Meglio buttarsi sulla cronaca, comunque prestigiosa, di un primo scorcio europeo con formula nuova e calendario chilometrico, perché quest’anno i big match arrivano subito e, nella fattispecie, stasera c’era da capire se fosse più veritiero un successo rotondo contro il Venezia o un rovescio o aspettato contro il Nottingham Forrest, entrambi in casa.
Due compagini “laboratoriali”, ossia ancora alla ricerca di una completa e definitiva identità e forse anche per questo la partita, nella prima mezz’ora, sembra ciò che, alla lunga, non sarà, purtroppo per un Milan sempre più velleitario, votato al ricamo del palleggio ma agonisticamente scucito, tatticamente sfilacciato. La spinta di San Siro, veemente e fiduciosa sul nascere della partita, trascolora in un mormorio che sempre di più sibila di malumore, tamburi a parte.
Era stato un vantaggio “crudele”, quello firmato da Pulisic su invito di Morata, col senno di poi, perché man mano che il Liverpool cresce, il Milan evidenzia le carenze strutturali della sua manovra, come evidenziano le spietate ma indicative statistiche delle conclusioni verso la porta rossonera.
Un’altra cartina di tornasole, oltre al confronto tra gli interventi di Maignan fino alla sostituzione e quelli di Alisson sono le sostituzioni: quelle di Slot hanno la caratteristica di puntellare una squadra in controllo sempre più evidente; quelle di Fonseca assomigliano tanto a mosse della disperazione.

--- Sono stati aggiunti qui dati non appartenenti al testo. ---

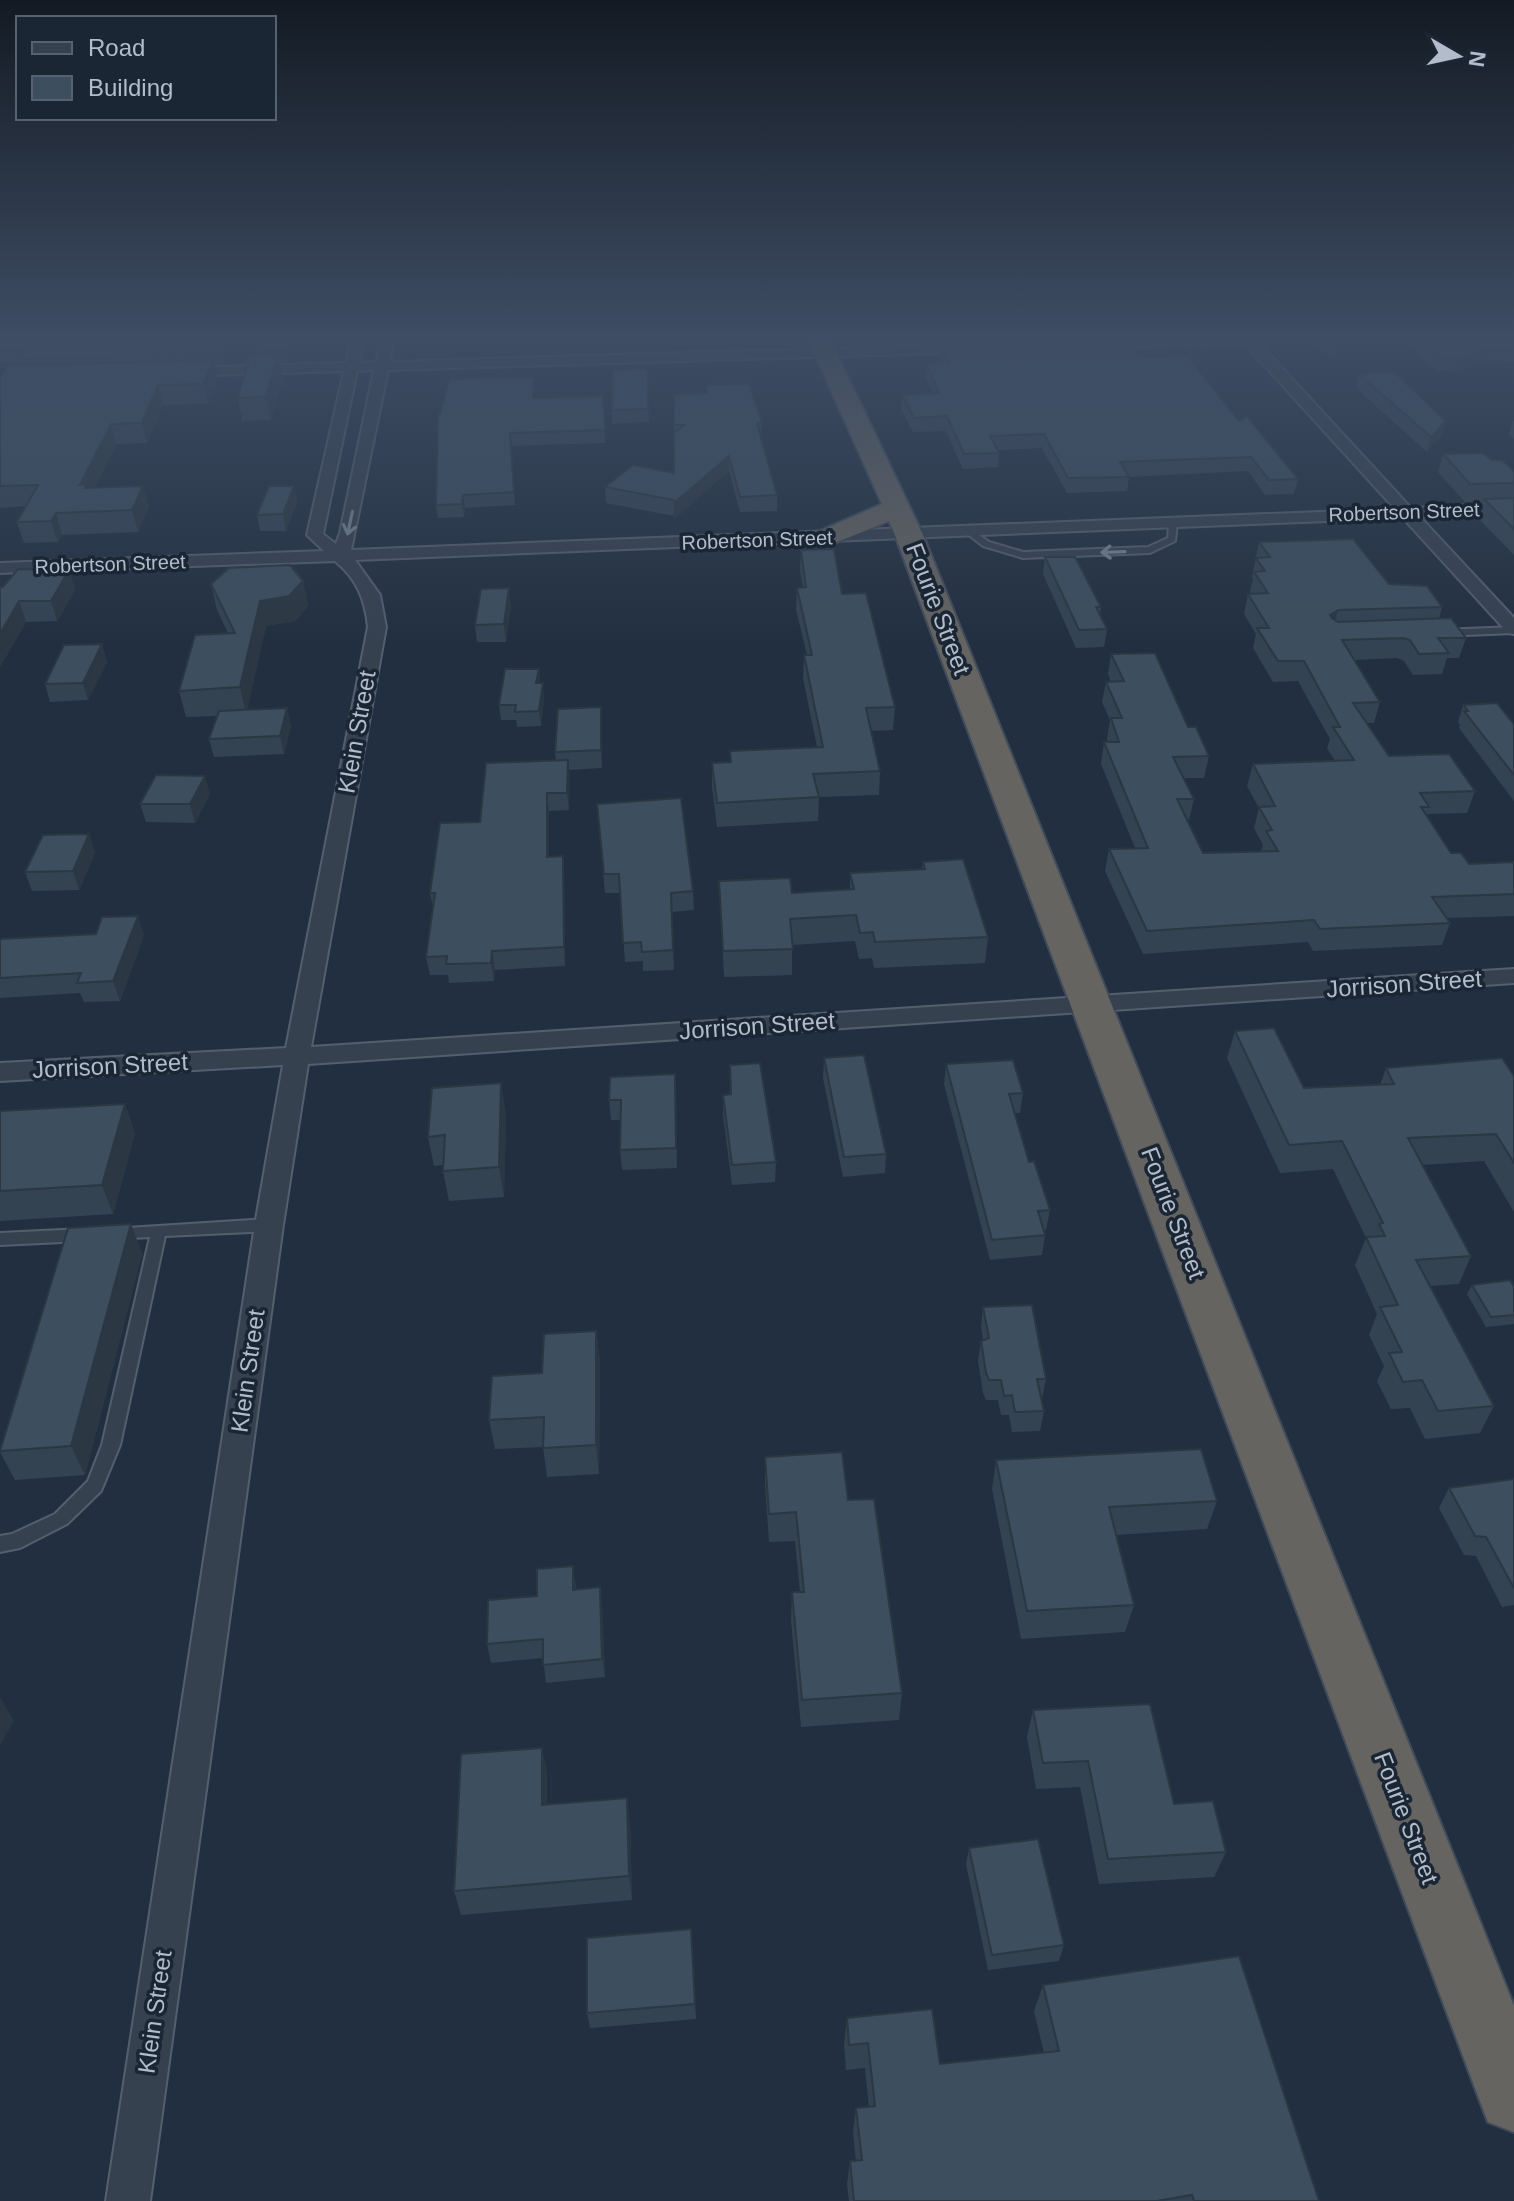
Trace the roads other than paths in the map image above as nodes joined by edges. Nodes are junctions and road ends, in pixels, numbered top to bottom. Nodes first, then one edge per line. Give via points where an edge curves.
1 (335, 440) edge
2 (366, 440) edge
3 (864, 440) edge
4 (1340, 440) edge
5 (1514, 508) edge
6 (1406, 512) junction
7 (902, 522) junction
8 (1173, 523) junction
9 (969, 532) junction
10 (830, 537) joint
11 (340, 557) junction
12 (0, 568) edge
13 (1514, 630) edge
14 (1423, 633) edge
15 (1514, 976) edge
16 (1091, 1004) junction
17 (297, 1056) junction
18 (0, 1072) edge
19 (269, 1225) junction
20 (159, 1231) junction
21 (0, 1239) edge
22 (0, 1544) edge
23 (1514, 2096) edge
24 (128, 2201) edge

1 - 11 street, Klein Street via 315,535
2 -> 11 street
3 - 7 highway, Fourie Street
4 - 6 street
5 - 6 street, Robertson Street
6 - 8 street, Robertson Street
6 - 13 street
7 - 9 street, Robertson Street
7 - 10 highway
7 - 16 highway, Fourie Street
8 - 9 street, Robertson Street
8 -> 9 lane via 1172,539 1150,550 1023,555 986,544
10 - 11 street, Robertson Street
11 - 12 street, Robertson Street
11 - 17 street, Klein Street via 372,591 377,627
13 - 14 lane
15 - 16 street, Jorrison Street
16 - 17 street, Jorrison Street
16 - 23 highway, Fourie Street
17 - 18 street, Jorrison Street
17 - 19 street, Klein Street
19 - 20 lane
19 - 24 street, Klein Street
20 - 21 lane
20 - 22 lane via 111,1445 95,1486 61,1519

È una coppa nuova, lunga e un po’ strana, almeno per ora, nella formula, questa Champions, così come l’Europa League; tempo per racimolare punti ce n’è; servirà però un Milan in grado di essere squadra ad alti livelli, disposto a lavorare compatto per approdare a un’identità definita (e definibile). Paulo Fonseca ha la forza e l’autorità per farsi seguire su quel sentiero. L’aria malinconica è molto peggio di quella rabbiosa. Sono più…Allegri quelli che stanno alla finestra.